[EXERCISE GOAL] Every entry in the listing below is to be output unchanged.
DATA FOR ANALYSIS below:
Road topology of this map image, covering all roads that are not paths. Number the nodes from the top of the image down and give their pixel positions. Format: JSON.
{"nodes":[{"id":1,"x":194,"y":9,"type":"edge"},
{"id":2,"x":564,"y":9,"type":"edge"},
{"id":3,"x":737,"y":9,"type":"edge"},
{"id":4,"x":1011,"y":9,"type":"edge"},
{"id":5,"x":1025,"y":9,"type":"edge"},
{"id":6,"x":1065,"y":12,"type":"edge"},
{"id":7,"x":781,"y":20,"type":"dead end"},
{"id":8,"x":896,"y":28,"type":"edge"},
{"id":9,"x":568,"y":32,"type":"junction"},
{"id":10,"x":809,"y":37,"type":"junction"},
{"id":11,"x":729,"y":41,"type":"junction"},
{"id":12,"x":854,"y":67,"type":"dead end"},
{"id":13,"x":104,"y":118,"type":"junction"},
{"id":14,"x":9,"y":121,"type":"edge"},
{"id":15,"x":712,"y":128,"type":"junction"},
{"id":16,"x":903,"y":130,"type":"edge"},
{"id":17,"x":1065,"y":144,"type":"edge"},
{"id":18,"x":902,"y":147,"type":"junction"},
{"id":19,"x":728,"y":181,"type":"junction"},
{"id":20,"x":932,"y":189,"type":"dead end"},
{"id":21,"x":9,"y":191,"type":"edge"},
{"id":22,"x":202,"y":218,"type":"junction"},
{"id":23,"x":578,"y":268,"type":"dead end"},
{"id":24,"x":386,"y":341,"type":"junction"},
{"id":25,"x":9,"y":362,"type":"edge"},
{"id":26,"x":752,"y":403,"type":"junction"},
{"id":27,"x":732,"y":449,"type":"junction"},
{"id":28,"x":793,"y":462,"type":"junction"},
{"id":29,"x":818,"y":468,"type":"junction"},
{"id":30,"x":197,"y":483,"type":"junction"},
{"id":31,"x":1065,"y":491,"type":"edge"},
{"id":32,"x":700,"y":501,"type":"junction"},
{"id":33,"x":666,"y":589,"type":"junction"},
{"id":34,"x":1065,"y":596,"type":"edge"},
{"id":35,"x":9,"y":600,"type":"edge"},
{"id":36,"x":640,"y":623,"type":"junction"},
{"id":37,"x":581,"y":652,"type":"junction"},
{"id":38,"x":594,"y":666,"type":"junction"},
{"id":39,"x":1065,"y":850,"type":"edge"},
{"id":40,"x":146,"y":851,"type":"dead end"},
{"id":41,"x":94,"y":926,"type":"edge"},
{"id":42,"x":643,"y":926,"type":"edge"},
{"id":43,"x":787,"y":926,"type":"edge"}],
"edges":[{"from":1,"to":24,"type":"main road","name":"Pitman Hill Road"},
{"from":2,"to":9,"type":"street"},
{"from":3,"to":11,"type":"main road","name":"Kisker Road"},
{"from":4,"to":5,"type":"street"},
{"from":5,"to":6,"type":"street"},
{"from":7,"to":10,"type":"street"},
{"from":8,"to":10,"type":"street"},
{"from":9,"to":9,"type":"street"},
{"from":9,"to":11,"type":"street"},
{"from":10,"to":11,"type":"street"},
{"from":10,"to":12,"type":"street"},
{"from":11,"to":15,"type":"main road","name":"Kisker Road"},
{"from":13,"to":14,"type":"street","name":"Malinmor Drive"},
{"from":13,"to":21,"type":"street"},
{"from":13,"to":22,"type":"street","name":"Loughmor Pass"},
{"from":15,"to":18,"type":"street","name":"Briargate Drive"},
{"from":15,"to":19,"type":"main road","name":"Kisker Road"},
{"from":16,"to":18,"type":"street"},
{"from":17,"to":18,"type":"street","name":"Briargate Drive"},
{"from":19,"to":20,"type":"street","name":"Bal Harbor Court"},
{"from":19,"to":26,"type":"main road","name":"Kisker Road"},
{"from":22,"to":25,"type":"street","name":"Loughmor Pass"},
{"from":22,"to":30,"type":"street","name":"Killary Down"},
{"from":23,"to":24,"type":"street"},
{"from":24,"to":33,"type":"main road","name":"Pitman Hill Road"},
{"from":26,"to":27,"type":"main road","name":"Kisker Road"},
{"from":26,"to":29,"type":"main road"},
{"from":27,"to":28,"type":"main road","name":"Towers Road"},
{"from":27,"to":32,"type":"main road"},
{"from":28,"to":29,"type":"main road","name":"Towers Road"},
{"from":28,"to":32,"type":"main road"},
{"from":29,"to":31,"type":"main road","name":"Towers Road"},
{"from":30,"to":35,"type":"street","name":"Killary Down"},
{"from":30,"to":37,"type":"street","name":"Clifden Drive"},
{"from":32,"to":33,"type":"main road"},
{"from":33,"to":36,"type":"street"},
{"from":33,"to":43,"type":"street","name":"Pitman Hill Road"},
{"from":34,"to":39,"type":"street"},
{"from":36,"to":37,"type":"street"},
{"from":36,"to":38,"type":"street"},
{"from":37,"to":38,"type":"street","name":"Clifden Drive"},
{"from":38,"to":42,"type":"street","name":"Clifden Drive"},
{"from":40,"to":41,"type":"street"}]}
End of DATA FOR ANALYSIS.
[SOLUTION]
Road topology of this map image, covering all roads that are not paths. Number the nodes from the top of the image down and give their pixel positions. Format: JSON.
{"nodes":[{"id":1,"x":194,"y":9,"type":"edge"},
{"id":2,"x":564,"y":9,"type":"edge"},
{"id":3,"x":737,"y":9,"type":"edge"},
{"id":4,"x":1011,"y":9,"type":"edge"},
{"id":5,"x":1025,"y":9,"type":"edge"},
{"id":6,"x":1065,"y":12,"type":"edge"},
{"id":7,"x":781,"y":20,"type":"dead end"},
{"id":8,"x":896,"y":28,"type":"edge"},
{"id":9,"x":568,"y":32,"type":"junction"},
{"id":10,"x":809,"y":37,"type":"junction"},
{"id":11,"x":729,"y":41,"type":"junction"},
{"id":12,"x":854,"y":67,"type":"dead end"},
{"id":13,"x":104,"y":118,"type":"junction"},
{"id":14,"x":9,"y":121,"type":"edge"},
{"id":15,"x":712,"y":128,"type":"junction"},
{"id":16,"x":903,"y":130,"type":"edge"},
{"id":17,"x":1065,"y":144,"type":"edge"},
{"id":18,"x":902,"y":147,"type":"junction"},
{"id":19,"x":728,"y":181,"type":"junction"},
{"id":20,"x":932,"y":189,"type":"dead end"},
{"id":21,"x":9,"y":191,"type":"edge"},
{"id":22,"x":202,"y":218,"type":"junction"},
{"id":23,"x":578,"y":268,"type":"dead end"},
{"id":24,"x":386,"y":341,"type":"junction"},
{"id":25,"x":9,"y":362,"type":"edge"},
{"id":26,"x":752,"y":403,"type":"junction"},
{"id":27,"x":732,"y":449,"type":"junction"},
{"id":28,"x":793,"y":462,"type":"junction"},
{"id":29,"x":818,"y":468,"type":"junction"},
{"id":30,"x":197,"y":483,"type":"junction"},
{"id":31,"x":1065,"y":491,"type":"edge"},
{"id":32,"x":700,"y":501,"type":"junction"},
{"id":33,"x":666,"y":589,"type":"junction"},
{"id":34,"x":1065,"y":596,"type":"edge"},
{"id":35,"x":9,"y":600,"type":"edge"},
{"id":36,"x":640,"y":623,"type":"junction"},
{"id":37,"x":581,"y":652,"type":"junction"},
{"id":38,"x":594,"y":666,"type":"junction"},
{"id":39,"x":1065,"y":850,"type":"edge"},
{"id":40,"x":146,"y":851,"type":"dead end"},
{"id":41,"x":94,"y":926,"type":"edge"},
{"id":42,"x":643,"y":926,"type":"edge"},
{"id":43,"x":787,"y":926,"type":"edge"}],
"edges":[{"from":1,"to":24,"type":"main road","name":"Pitman Hill Road"},
{"from":2,"to":9,"type":"street"},
{"from":3,"to":11,"type":"main road","name":"Kisker Road"},
{"from":4,"to":5,"type":"street"},
{"from":5,"to":6,"type":"street"},
{"from":7,"to":10,"type":"street"},
{"from":8,"to":10,"type":"street"},
{"from":9,"to":9,"type":"street"},
{"from":9,"to":11,"type":"street"},
{"from":10,"to":11,"type":"street"},
{"from":10,"to":12,"type":"street"},
{"from":11,"to":15,"type":"main road","name":"Kisker Road"},
{"from":13,"to":14,"type":"street","name":"Malinmor Drive"},
{"from":13,"to":21,"type":"street"},
{"from":13,"to":22,"type":"street","name":"Loughmor Pass"},
{"from":15,"to":18,"type":"street","name":"Briargate Drive"},
{"from":15,"to":19,"type":"main road","name":"Kisker Road"},
{"from":16,"to":18,"type":"street"},
{"from":17,"to":18,"type":"street","name":"Briargate Drive"},
{"from":19,"to":20,"type":"street","name":"Bal Harbor Court"},
{"from":19,"to":26,"type":"main road","name":"Kisker Road"},
{"from":22,"to":25,"type":"street","name":"Loughmor Pass"},
{"from":22,"to":30,"type":"street","name":"Killary Down"},
{"from":23,"to":24,"type":"street"},
{"from":24,"to":33,"type":"main road","name":"Pitman Hill Road"},
{"from":26,"to":27,"type":"main road","name":"Kisker Road"},
{"from":26,"to":29,"type":"main road"},
{"from":27,"to":28,"type":"main road","name":"Towers Road"},
{"from":27,"to":32,"type":"main road"},
{"from":28,"to":29,"type":"main road","name":"Towers Road"},
{"from":28,"to":32,"type":"main road"},
{"from":29,"to":31,"type":"main road","name":"Towers Road"},
{"from":30,"to":35,"type":"street","name":"Killary Down"},
{"from":30,"to":37,"type":"street","name":"Clifden Drive"},
{"from":32,"to":33,"type":"main road"},
{"from":33,"to":36,"type":"street"},
{"from":33,"to":43,"type":"street","name":"Pitman Hill Road"},
{"from":34,"to":39,"type":"street"},
{"from":36,"to":37,"type":"street"},
{"from":36,"to":38,"type":"street"},
{"from":37,"to":38,"type":"street","name":"Clifden Drive"},
{"from":38,"to":42,"type":"street","name":"Clifden Drive"},
{"from":40,"to":41,"type":"street"}]}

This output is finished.